Running inside of a Stardog server (either a cluster or single node) is a component called the cache manager. The cache manager is responsible for tracking what caches exist, where they are, and what is in them. The query planner must work with the cache manager to determine whether or not it can use a cache in the plan.

A cache is only created for a specific virtual graph (and data source) configuration. Caches are not automatically invalidated. If the user changes the configuration of the virtual graph (e.g. mappings) or underlying data source, then the user will need to drop the cache and recreate it for the new configuration, otherwise query results may contain data from the invalid cache.

Cache Targets

Cache targets are separate processes that look a lot like a single-node Stardog server on the inside. They contain a single database into which cached information is loaded and updated. Many caches can be on a single cache target. How to balance them is up to each operator as they consider their own resource and locality needs.

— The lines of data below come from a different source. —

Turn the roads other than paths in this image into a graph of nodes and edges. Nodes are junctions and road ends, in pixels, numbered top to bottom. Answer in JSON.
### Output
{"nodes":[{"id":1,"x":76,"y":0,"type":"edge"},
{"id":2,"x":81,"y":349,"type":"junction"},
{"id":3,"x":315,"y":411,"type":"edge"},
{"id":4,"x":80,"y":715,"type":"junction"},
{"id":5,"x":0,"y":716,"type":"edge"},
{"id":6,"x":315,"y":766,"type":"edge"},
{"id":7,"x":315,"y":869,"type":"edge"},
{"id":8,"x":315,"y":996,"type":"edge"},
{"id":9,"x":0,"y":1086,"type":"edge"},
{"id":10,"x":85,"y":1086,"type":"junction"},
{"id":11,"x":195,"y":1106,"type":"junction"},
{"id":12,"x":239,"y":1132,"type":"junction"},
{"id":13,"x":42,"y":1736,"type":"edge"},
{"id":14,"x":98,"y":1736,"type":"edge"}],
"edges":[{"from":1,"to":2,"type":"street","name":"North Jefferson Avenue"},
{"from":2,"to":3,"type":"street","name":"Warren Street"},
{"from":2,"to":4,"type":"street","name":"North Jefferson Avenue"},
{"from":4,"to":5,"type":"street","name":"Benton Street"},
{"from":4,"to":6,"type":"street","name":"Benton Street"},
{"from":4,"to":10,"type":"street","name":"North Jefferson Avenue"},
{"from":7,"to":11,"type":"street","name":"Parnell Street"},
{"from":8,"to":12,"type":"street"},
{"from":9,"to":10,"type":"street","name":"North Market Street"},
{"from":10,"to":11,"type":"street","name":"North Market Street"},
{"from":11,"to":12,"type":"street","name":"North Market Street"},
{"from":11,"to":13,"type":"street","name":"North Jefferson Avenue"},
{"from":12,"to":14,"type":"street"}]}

Though cache targets expose most Stardog functionality, we recommend operators do not use cache targets for other purposes. Stardog servers that are started as cache targets should only serve as cache nodes to minimize the risk of conflicts with general-purpose use of the server.

The following diagram shows how the distributed cache can be used to answer queries, where some of the data is cached, and some remains in its original source.

Distributed Cache

Setting Up A Distributed Cache

To set up Stardog with a distributed cache, first start a Stardog server as described in Administering Stardog.

A cache node/target should be the same Stardog version as the cluster (or server) it is serving.

For every cache target needed, another Stardog server must be run. Stardog servers are configured to be cache targets with the following options in the stardog.properties:

# Flag to run this server as a cache target
cache.target.enabled=true

Once both Stardog and the cache target are running, we need to register the cache target with Stardog. That is done with the cache target command:

$ stardog-admin --server http://<cluster IP>:5820 cache target add <target name> <target hostname>:5820 admin <admin pw>

Once Stardog knows of the existing cache target, datasets can be cached on it. To cache a graph, run a cache create command similar to the following:

$ stardog-admin --server http://<cluster ip>:5820 cache create cache://cache1 --graph virtual://dataset --target ctarget --database movies

This will create a cache named cache://cache1, which will hold the contents of the virtual graph virtual://dataset, which is associated with the database movies and store that cache on the target ctarget.

When the data changes on the underlying source system, you can use the cache refresh command to sync data between the source and update the cache target. However, this command will not handle configuration changes, such as new mappings or data source configuration updates. If those items change, you need to drop the cache and create a new one.

Known Issues and Limitations

  1. Caches are not automatically invalidated if the configuration of the virtual graph or underlying data source change (e.g. mappings or connection information). The cache must be dropped and recreated by the user.
  2. Cache targets that run as separate Stardog processes can only be used with Stardog Cluster. A single node Stardog instance cannot use a separate standalone cache target.
  3. Cache targets do not prevent authorized users from using the Stardog server for other purposes. This can have unintended consequences when used in conjunction with caching. For example, a user could add a data source to the cache target for one relational database system, then add another data source with the same name to the cluster. If the user then attempts to cache a virtual graph the data sources will conflict, preventing the cache from being created. We recommend Stardog servers that are running as cache targets only be used for caching, which is managed by Stardog itself.